Part One: First Five Recommendations
1. Identify and quantify Supplier Risk and develop Response Options.
The supplier base represents the largest controllable factor, Risks. Changes to the suppliers’ environment often dictate changes to your environment. Change is a potential risk, especially when not foreseen. Risk events are not limited to just the few major critical suppliers, disruptions from a wide range of secondary suppliers can also impact operating environment and jeopardize daily revenue.
Who are the specific suppliers, materials, and services that are at Risk, especially those global sources of supply?
Supplier measurement is Risk Management; it is a systematic approach to reduce risk by establishing both quantitative and qualitative factors that rank and compare the Supplier against existing or unknown risks.
In the current environment can we still have confidence that our global and extended sources of supply will continue as business-as-usual?
Now is the time for those answers, not when the disruption occurs. Risk may not be the prime responsibility of procurement, but the continuity of supply is!
2. Monitor how well Supply Management provides the materials and services—on time.
No other measure has the significance of the basic fulfillment responsibility of Supply Management. Subsequent responsibilities such as cost, quality, control, and standards, while valid, are meaningless if delivery is not accomplished. One innovative and realistic approach is a monthly graphic display of how well those goals were accomplished. Supply Management must be held accountable for managing the trade-offs. Current measurements do not effectively monitor that responsibility.

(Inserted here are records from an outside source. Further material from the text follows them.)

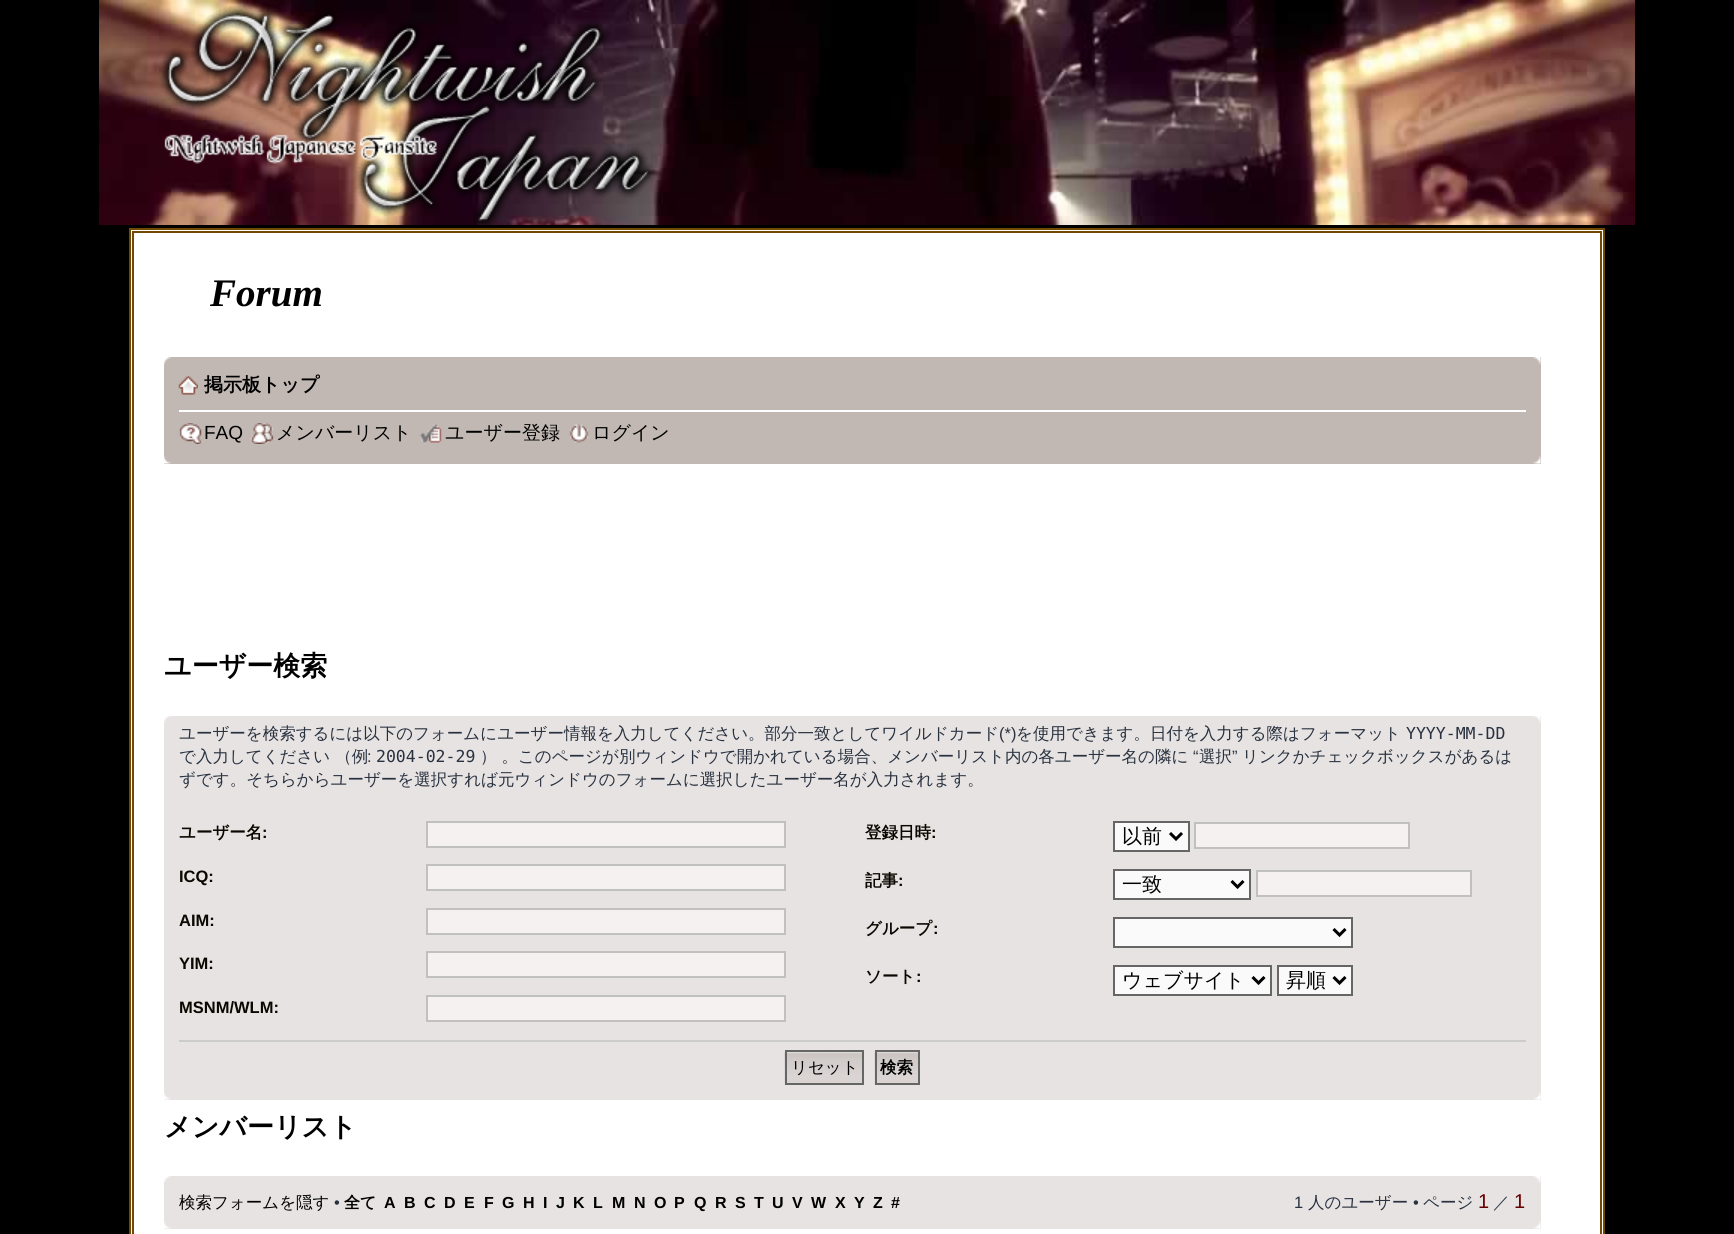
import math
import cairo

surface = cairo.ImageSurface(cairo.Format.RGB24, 1734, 1234)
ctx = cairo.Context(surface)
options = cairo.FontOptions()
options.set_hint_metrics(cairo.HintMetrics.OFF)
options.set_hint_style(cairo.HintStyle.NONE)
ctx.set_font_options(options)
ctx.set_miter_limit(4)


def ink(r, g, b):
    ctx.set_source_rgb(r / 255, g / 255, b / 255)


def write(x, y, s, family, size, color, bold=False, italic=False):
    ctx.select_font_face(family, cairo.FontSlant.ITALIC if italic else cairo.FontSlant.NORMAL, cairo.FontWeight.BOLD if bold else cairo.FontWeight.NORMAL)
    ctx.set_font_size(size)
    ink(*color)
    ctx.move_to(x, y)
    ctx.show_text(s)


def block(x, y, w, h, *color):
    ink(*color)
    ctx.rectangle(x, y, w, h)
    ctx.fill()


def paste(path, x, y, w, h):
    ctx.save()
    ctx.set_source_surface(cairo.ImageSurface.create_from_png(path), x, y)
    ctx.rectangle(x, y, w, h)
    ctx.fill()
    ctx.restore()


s1 = dict(family="Liberation Serif", size=39, color=(0, 0, 0), bold=True, italic=True)
s2 = dict(family="WenQuanYi Zen Hei", size=19, color=(0, 0, 0), bold=True)
s3 = dict(family="Liberation Sans", size=19, color=(0, 0, 0))
s4 = dict(family="WenQuanYi Zen Hei Medium", size=19, color=(0, 0, 0))
s5 = dict(family="WenQuanYi Zen Hei", size=27, color=(0, 0, 0), bold=True)
s6 = dict(family="WenQuanYi Zen Hei Medium", size=16.5, color=(40, 49, 63))
s7 = dict(family="Liberation Sans", size=16.5, color=(40, 49, 63))
s8 = dict(family="DejaVu Sans Mono", size=16.5, color=(40, 49, 63))
s9 = dict(family="WenQuanYi Zen Hei", size=16.5, color=(11, 7, 0), bold=True)
s10 = dict(family="Liberation Sans", size=16.5, color=(11, 7, 0), bold=True)
s11 = dict(family="WenQuanYi Zen Hei Medium", size=20, color=(0, 0, 0))
s12 = dict(family="WenQuanYi Zen Hei Medium", size=16.5, color=(0, 0, 0))
s13 = dict(family="WenQuanYi Zen Hei", size=16.5, color=(0, 0, 0), bold=True)
s14 = dict(family="WenQuanYi Zen Hei", size=16, color=(0, 0, 0), bold=True)
s15 = dict(family="Liberation Sans", size=16, color=(0, 0, 0), bold=True)
s16 = dict(family="Liberation Sans", size=20, color=(102, 0, 0))

ink(0, 0, 0)
ctx.paint()
paste("pic1.png", 99, 0, 1536, 225)
paste("pic2.png", 159, 6, 496, 219)
ink(255, 255, 255)
ctx.rectangle(130, 229, 1474, 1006)
ctx.fill_preserve()
ink(113, 73, 0)
ctx.stroke()
ctx.rectangle(133, 232, 1468, 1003)
ctx.stroke()
write(210, 306, "Forum", **s1)
block(164, 357, 1377, 107, 193, 184, 179)
paste("pic3.png", 164, 357, 8, 8)
paste("pic4.png", 1533, 357, 8, 8)
block(179, 410, 1347, 2, 255, 255, 255)
paste("pic5.png", 178, 376, 20, 19)
write(204, 391, "掲示板トップ", **s2)
paste("pic6.png", 179, 423, 24, 21)
write(204, 439, "FAQ", **s3)
paste("pic7.png", 250, 423, 25, 21)
write(276, 439, "メンバーリスト", **s4)
paste("pic8.png", 419, 424, 23, 20)
write(445, 439, "ユーザー登録", **s4)
paste("pic9.png", 569, 424, 20, 19)
write(592, 439, "ログイン", **s4)
paste("pic10.png", 164, 456, 7, 8)
paste("pic11.png", 1533, 456, 8, 8)
write(164, 675, "ユーザー検索", **s5)
block(164, 716, 1377, 384, 231, 227, 226)
paste("pic12.png", 164, 716, 7, 7)
paste("pic13.png", 1533, 716, 8, 7)
write(179, 739, "ユーザーを検索するには以下のフォームにユーザー情報を入力してください。部分一致としてワイルドカード", **s6)
write(999, 739, "(*)", **s7)
write(1016, 739, "を使用できます。日付を入力する際はフォーマット", **s6)
write(1406, 739, "YYYY-MM-DD", **s8)
write(179, 762, "で入力してください （例", **s6)
write(376, 762, "2004-02-29", **s8)
write(480, 762, "） 。このページが別ウィンドウで開かれている場合、メンバーリスト内の各ユーザー名の隣に", **s6)
write(1193, 762, "“", **s7)
write(1199, 762, "選択", **s6)
write(1232, 762, "”", **s7)
write(1242, 762, "リンクかチェックボックスがあるは", **s6)
write(367, 762, ":", **s7)
write(179, 785, "ずです。そちらからユーザーを選択すれば元ウィンドウのフォームに選択したユーザー名が入力されます。", **s6)
write(179, 838, "ユーザー名", **s9)
write(262, 838, ":", **s10)
ink(244, 241, 240)
ctx.rectangle(427, 822, 358, 25)
ctx.fill_preserve()
ink(192, 192, 192)
ctx.stroke()
write(179, 882, "ICQ:", **s10)
ink(244, 241, 240)
ctx.rectangle(427, 865, 358, 25)
ctx.fill_preserve()
ink(192, 192, 192)
ctx.stroke()
write(179, 926, "AIM:", **s10)
ink(244, 241, 240)
ctx.rectangle(427, 909, 358, 25)
ctx.fill_preserve()
ink(192, 192, 192)
ctx.stroke()
write(179, 969, "YIM:", **s10)
ink(244, 241, 240)
ctx.rectangle(427, 952, 358, 25)
ctx.fill_preserve()
ink(192, 192, 192)
ctx.stroke()
write(179, 1013, "MSNM/WLM:", **s10)
ink(244, 241, 240)
ctx.rectangle(427, 996, 358, 25)
ctx.fill_preserve()
ink(192, 192, 192)
ctx.stroke()
write(865, 838, "登録日時", **s9)
write(931, 838, ":", **s10)
ink(250, 250, 250)
ctx.rectangle(1114, 822, 75, 29)
ctx.fill_preserve()
ink(102, 102, 102)
ctx.stroke()
ctx.new_path()
ctx.move_to(1170, 833)
ctx.line_to(1176, 839)
ctx.line_to(1182, 833)
ink(0, 0, 0)
ctx.set_line_width(3)
ctx.stroke()
write(1122, 843, "以前", **s11)
ink(244, 241, 240)
ctx.rectangle(1195, 823, 214, 25)
ctx.fill_preserve()
ink(192, 192, 192)
ctx.set_line_width(2)
ctx.stroke()
write(865, 886, "記事", **s9)
write(898, 886, ":", **s10)
ink(250, 250, 250)
ctx.rectangle(1114, 870, 136, 29)
ctx.fill_preserve()
ink(102, 102, 102)
ctx.stroke()
ctx.new_path()
ctx.move_to(1231.5, 881)
ctx.line_to(1237.5, 887)
ctx.line_to(1243.5, 881)
ink(0, 0, 0)
ctx.set_line_width(3)
ctx.stroke()
write(1122, 891, "一致", **s11)
ink(244, 241, 240)
ctx.rectangle(1257, 871, 214, 25)
ctx.fill_preserve()
ink(192, 192, 192)
ctx.set_line_width(2)
ctx.stroke()
write(865, 934, "グループ", **s9)
write(933, 934, ":", **s10)
ink(250, 250, 250)
ctx.rectangle(1114, 918, 238, 29)
ctx.fill_preserve()
ink(102, 102, 102)
ctx.stroke()
ctx.new_path()
ctx.move_to(1333.5, 929)
ctx.line_to(1339.5, 935)
ctx.line_to(1345.5, 929)
ink(0, 0, 0)
ctx.set_line_width(3)
ctx.stroke()
write(865, 982, "ソート", **s9)
write(916, 982, ":", **s10)
ink(250, 250, 250)
ctx.rectangle(1114, 966, 157, 29)
ctx.fill_preserve()
ink(102, 102, 102)
ctx.set_line_width(2)
ctx.stroke()
ctx.new_path()
ctx.move_to(1252.5, 977)
ctx.line_to(1258.5, 983)
ctx.line_to(1264.5, 977)
ink(0, 0, 0)
ctx.set_line_width(3)
ctx.stroke()
write(1122, 987, "ウェブサイト", **s11)
ink(250, 250, 250)
ctx.rectangle(1278, 966, 74, 29)
ctx.fill_preserve()
ink(102, 102, 102)
ctx.set_line_width(2)
ctx.stroke()
ctx.new_path()
ctx.move_to(1333.5, 977)
ctx.line_to(1339.5, 983)
ctx.line_to(1345.5, 977)
ink(0, 0, 0)
ctx.set_line_width(3)
ctx.stroke()
write(1286, 987, "昇順", **s11)
block(179, 1040, 1347, 2, 204, 204, 204)
paste("pic14.png", 784, 1051, 78, 34)
ctx.rectangle(786, 1051, 77, 33)
ink(102, 102, 102)
ctx.set_line_width(2)
ctx.stroke()
write(791, 1073, "リセット", **s12)
paste("pic15.png", 874, 1051, 44, 34)
ctx.rectangle(876, 1051, 43, 33)
ink(102, 102, 102)
ctx.stroke()
write(880, 1073, "検索", **s13)
paste("pic16.png", 164, 1092, 7, 8)
paste("pic17.png", 1533, 1092, 8, 8)
write(164, 1136, "メンバーリスト", **s5)
block(164, 1176, 1377, 53, 231, 227, 226)
paste("pic18.png", 164, 1176, 7, 7)
paste("pic19.png", 1533, 1176, 8, 7)
write(179, 1208, "検索フォームを隠す", **s12)
write(334, 1208, "•", **s7)
write(344, 1208, "全て", **s14)
write(384, 1208, "A", **s15)
write(404, 1208, "B", **s15)
write(424, 1208, "C", **s15)
write(444, 1208, "D", **s15)
write(464, 1208, "E", **s15)
write(484, 1208, "F", **s15)
write(502, 1208, "G", **s15)
write(523, 1208, "H", **s15)
write(543, 1208, "I", **s15)
write(556, 1208, "J", **s15)
write(573, 1208, "K", **s15)
write(593, 1208, "L", **s15)
write(612, 1208, "M", **s15)
write(634, 1208, "N", **s15)
write(654, 1208, "O", **s15)
write(674, 1208, "P", **s15)
write(694, 1208, "Q", **s15)
write(715, 1208, "R", **s15)
write(735, 1208, "S", **s15)
write(754, 1208, "T", **s15)
write(772, 1208, "U", **s15)
write(792, 1208, "V", **s15)
write(811, 1208, "W", **s15)
write(835, 1208, "X", **s15)
write(854, 1208, "Y", **s15)
write(873, 1208, "Z", **s15)
write(891, 1208, "#", **s15)
write(1294, 1208, "1", **s7)
write(1308, 1208, "人のユーザー", **s6)
write(1413, 1208, "•", **s7)
write(1423, 1208, "ページ", **s6)
write(1478, 1208, "1", **s16)
write(1493, 1208, "／", **s6)
write(1514, 1208, "1", **s16)
paste("pic16.png", 164, 1221, 7, 8)
paste("pic17.png", 1533, 1221, 8, 8)
surface.write_to_png("screenshot.png")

3. Use the PPV approach to develop a market-basket approach to evaluate the competitiveness of purchase cost—not individual item or service savings.
Purchase Price Variance (PPV) only reconciles the overhead account. It is not a measure of performance effectiveness, but it could be and is generally accepted by the financial community as a measure of purchasing effectiveness. Supply professionals lose credibility with savings reports that identify unrealistic cost savings while the finance department is issuing negative Purchase Price Variance reports. Rather than continue to fight or ignore it—use the concept. An effective solution is to develop a “Market Basket” concept to identify the total impact of competitive pricing. The basket consists of the Top 20 to 25 purchase commodities (materials or services) which collectively account for in excess of 80 percent of the total annual externally (excluding interplant and divisional purchases) purchased costs of materials and/or services. For each commodity and collectively for the entire basket, statistical process control charts are developed and tracked against the targeted range. The targeted range is developed quarterly by the head of supply and concurred with by the heads of finance and operations. The target range represents historical projections and engineered or benchmarked goals that recognize the estimated total usage. This is the new PPV.
It is estimated that over 25% of all purchases by-pass the formal procurement processes. The User is sending a clear message “…either you get it on time or I will.”
4. Measure the impact of suppliers on the financial chain and working capital and the validity of financial reporting
Typical billion-dollar companies today spend $32 million annually for unnecessary working capital and inefficient processing functions, because they lack visibility into the FSC and receivables. By optimizing their FSCs, companies can:
Reduce their working capital needs by as much as 20% to 25%, saving nearly $15 million annually.
Lower financing rates on required working capital by more than $4 million each year.
Gain early warning into problems.
Eliminate expensive, non-productive float.
5. Insure the effectiveness of Talent within Supply Management—impact of training.
No set of managers has the pivotal position of managing more internal and external relationships than the executives who oversee the Supply Management functions. To under-invest in this human capital is foolhardy.
Historically, in many companies, the Supply Management personnel were the oldest, longest functional service, least educated, lowest grade level, and lowest salary scale of any other functional grouping. With such an underinvestment in Supply Management human capital, companies should not expect to optimize Supply Management.
Executive Management cannot afford to ignore these issues. Supply Management’s success or failure directly impacts the profitability and long-term success of the enterprise.
The current educational system is failing to produce qualified employees— where will your competitive talent come from?
In the future, successful Enterprises will take responsibility and investment for educating employees—even in the basic skills.